Ptolemaic ba bird, British Museum (photograph by Andrea Byrnes)

The generic form of the Eye was closely associated with the mummified individual.  A dead king could be buried with pairs of sacred eye bracelets.  The incision mark on the body was often concealed by a metal plate which could be inscribed with an image of the Eye.  Similarly, amulets were placed within the wrappings sometimes singly, sometimes in pairs.  The role of the amulets was to protect the akh, one of the five components of the deceased, which also included the shadow, the name, the ba and the ka.  The ka was the essence of the living person and stayed in the living world, needing sustenance.  The akh was the form that the dead took to inhabit the underworld and relied on the nightly reunion of the ba and the ka for its continued survival.  The ba was able to move between the worlds of the living and the dead person and had the role of reuniting the akh with the ka to ensure the survival of the individual in the afterlife.  An example is the mummy of the Lady Katebet which dates from the Graeco-Roman period but whose wrapping contained amulets at least 1000 years older.  The outer layers of the wrapping contained glazed amulets and an inner layer contained amulets made of stone.  The amulets in the inner layer included two pairs of eyes and four single right-facing eyes.  Amulets arranged in wrappings were supposed to have a particular association with parts of the body, but many examples fail to follow the rules.

The Eye in everyday life

Amulets, British Museum

Wadjet eye amulets, British Museum (photograph by Andrea Byrnes)

Everyday life is the most difficult aspect of the Egyptian past to access, because there are very few records of informal belief.  One of the most popular and presumably most affordable ways of linking with religious ideas was to own an amulet.  One of the frequently found amulets was the symbol of the Eye and was particularly elaborate after the Third Intermediate period.  Amulets were small charms used to prevent harm and to ensure protection.  Most were associated with specific ideas and were probably chosen for their particular magical properties.  Although some amulets were created specifically for mummification in elite tombs, many more were adopted by ordinary people, with some keeping temporary amulets drawn on linen, papyrus or skin.  In museums all over the world the Eye can be seen in great numbers amongst collections of amulets made of stones, precious metals and gems.

In the Amarna period when the traditional deities were officially replaced by one god, the Aten, various amulets were found in residential areas which showed that deities popular in domestic contexts prior to the Amarna period continued to be important – including the wedjat eyes.

A more elaborate personal item, usually associated with women and children, was the apotropaic (evil preventative) wand.  This seems to have been a magical item whose function was associated with protection and healing.  The Eye often features on these wands, of which there are around 150 known, in association with other magic symbols.

As with the eyes of Horus painted on Middle Kingdom coffins, the Eye painted on the prows of boats probably had mixed ideas of clear vision and protection.
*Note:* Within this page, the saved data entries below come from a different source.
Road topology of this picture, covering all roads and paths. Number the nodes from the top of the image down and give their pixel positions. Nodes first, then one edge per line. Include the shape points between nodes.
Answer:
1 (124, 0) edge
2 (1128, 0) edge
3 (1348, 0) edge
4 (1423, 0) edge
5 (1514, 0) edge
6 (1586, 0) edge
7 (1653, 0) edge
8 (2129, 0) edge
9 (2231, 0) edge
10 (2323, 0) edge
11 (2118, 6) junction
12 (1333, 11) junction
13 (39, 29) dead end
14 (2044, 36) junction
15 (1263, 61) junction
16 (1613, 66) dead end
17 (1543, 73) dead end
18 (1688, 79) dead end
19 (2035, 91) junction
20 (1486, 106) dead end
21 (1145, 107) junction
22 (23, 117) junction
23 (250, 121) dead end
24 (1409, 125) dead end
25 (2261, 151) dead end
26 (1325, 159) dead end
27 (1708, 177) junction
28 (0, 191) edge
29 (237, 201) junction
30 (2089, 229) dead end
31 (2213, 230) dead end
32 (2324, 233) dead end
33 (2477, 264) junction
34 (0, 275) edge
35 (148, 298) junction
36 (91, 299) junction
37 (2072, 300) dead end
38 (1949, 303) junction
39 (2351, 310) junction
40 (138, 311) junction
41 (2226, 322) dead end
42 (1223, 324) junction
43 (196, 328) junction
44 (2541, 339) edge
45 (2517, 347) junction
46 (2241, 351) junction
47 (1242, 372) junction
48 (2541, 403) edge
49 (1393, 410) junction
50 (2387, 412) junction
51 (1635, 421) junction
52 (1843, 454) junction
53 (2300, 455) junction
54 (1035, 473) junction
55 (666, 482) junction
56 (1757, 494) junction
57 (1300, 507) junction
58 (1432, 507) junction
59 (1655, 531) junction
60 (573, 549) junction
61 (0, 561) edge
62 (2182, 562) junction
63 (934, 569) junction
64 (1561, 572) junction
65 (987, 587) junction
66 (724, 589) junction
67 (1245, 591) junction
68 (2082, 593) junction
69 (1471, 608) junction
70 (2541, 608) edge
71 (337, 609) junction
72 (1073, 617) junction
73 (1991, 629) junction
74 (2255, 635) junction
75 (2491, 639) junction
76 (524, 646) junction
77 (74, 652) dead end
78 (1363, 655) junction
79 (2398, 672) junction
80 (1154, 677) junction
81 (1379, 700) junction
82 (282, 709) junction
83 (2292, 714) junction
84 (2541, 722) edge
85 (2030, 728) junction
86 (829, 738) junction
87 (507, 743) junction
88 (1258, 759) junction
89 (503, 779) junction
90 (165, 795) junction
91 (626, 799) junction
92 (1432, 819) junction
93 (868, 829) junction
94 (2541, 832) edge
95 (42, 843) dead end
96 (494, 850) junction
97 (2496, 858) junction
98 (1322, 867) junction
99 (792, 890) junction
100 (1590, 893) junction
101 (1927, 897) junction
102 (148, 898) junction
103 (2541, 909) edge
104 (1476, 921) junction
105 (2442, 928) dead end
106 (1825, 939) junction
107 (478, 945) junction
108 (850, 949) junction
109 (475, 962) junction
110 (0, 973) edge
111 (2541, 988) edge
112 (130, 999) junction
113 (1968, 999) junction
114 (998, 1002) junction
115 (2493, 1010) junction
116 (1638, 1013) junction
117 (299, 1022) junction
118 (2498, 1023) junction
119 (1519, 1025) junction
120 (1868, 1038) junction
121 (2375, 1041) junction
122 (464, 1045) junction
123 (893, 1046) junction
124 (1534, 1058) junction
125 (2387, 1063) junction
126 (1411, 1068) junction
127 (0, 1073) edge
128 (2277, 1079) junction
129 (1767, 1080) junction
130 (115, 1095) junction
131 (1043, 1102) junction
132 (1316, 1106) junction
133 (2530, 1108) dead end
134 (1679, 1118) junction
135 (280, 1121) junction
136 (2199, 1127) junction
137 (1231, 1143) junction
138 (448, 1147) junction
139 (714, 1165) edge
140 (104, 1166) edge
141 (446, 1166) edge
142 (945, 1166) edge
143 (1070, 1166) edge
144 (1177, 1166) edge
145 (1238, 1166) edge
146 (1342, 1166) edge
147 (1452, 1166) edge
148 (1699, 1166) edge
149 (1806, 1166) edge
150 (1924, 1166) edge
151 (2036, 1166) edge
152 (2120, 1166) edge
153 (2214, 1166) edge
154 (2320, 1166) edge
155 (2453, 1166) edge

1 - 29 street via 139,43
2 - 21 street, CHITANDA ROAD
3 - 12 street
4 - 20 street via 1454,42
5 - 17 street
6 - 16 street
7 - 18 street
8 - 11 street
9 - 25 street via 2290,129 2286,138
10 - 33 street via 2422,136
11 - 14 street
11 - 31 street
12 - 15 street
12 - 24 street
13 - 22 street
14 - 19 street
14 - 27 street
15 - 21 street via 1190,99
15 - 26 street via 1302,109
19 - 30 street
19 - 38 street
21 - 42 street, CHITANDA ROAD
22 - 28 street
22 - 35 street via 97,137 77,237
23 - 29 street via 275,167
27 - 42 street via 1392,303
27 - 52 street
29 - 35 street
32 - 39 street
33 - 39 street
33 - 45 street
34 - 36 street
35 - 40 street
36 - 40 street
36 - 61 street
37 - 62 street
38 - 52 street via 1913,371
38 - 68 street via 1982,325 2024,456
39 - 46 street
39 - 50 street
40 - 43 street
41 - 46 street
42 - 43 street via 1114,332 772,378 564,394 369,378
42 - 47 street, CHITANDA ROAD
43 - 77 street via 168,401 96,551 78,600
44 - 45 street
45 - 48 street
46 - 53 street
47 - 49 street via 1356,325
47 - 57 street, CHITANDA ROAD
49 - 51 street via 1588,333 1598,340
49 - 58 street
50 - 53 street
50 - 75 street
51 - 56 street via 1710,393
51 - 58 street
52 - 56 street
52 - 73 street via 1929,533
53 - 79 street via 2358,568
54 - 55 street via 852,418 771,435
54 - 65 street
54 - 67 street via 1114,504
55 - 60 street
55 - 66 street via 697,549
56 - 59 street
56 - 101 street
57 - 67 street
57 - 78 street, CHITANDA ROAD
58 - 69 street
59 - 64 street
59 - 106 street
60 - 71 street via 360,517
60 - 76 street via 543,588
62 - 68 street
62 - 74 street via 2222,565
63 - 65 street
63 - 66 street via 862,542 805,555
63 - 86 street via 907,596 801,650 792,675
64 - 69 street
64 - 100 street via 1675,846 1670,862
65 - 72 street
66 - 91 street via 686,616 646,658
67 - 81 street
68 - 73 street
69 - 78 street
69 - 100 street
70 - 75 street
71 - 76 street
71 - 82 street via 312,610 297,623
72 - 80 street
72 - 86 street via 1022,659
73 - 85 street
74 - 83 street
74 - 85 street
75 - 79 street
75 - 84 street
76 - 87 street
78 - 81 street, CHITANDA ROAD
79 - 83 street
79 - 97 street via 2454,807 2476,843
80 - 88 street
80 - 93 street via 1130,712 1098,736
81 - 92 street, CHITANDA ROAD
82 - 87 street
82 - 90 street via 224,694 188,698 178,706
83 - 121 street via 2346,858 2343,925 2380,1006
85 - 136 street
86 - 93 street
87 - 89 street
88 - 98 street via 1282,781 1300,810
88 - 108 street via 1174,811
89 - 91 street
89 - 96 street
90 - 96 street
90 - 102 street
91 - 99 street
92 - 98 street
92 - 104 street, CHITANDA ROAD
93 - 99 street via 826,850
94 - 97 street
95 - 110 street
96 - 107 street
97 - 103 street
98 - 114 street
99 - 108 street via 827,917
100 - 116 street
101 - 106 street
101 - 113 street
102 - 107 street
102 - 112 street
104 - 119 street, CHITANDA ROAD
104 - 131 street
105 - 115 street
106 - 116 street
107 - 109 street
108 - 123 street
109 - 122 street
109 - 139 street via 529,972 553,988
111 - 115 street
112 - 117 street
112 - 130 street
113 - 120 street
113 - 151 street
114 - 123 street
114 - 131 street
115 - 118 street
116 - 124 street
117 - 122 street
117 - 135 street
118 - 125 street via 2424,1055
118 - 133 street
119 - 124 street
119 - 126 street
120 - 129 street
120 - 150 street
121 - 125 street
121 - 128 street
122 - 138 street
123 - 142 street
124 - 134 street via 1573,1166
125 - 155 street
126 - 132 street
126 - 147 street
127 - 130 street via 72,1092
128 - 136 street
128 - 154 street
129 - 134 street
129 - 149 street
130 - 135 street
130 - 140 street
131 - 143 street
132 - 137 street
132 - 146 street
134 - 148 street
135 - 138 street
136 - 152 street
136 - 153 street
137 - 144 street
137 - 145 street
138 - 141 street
Finally, the Eye was also used as a way of calculating fractions for purposes of medicinal prescription and measuring grain.  Each section of the Eye represented a proportion by which the components could be measured.  The iris of the Eye, for example, represents a quarter, whilst the eyebrow represents one eighth.

Conclusion

The symbol of the human eye with falcon markings is common throughout Dynastic Egyptian history, probably due to its powerful association with concepts like protection, revival and healing.  Although it could be associated very specifically with either Ra or Horus, and there are several myths which talk about the Eyes of Ra and Horus, it also became blended to form a single generic eye, which encompasses all the ideas associated with both deities.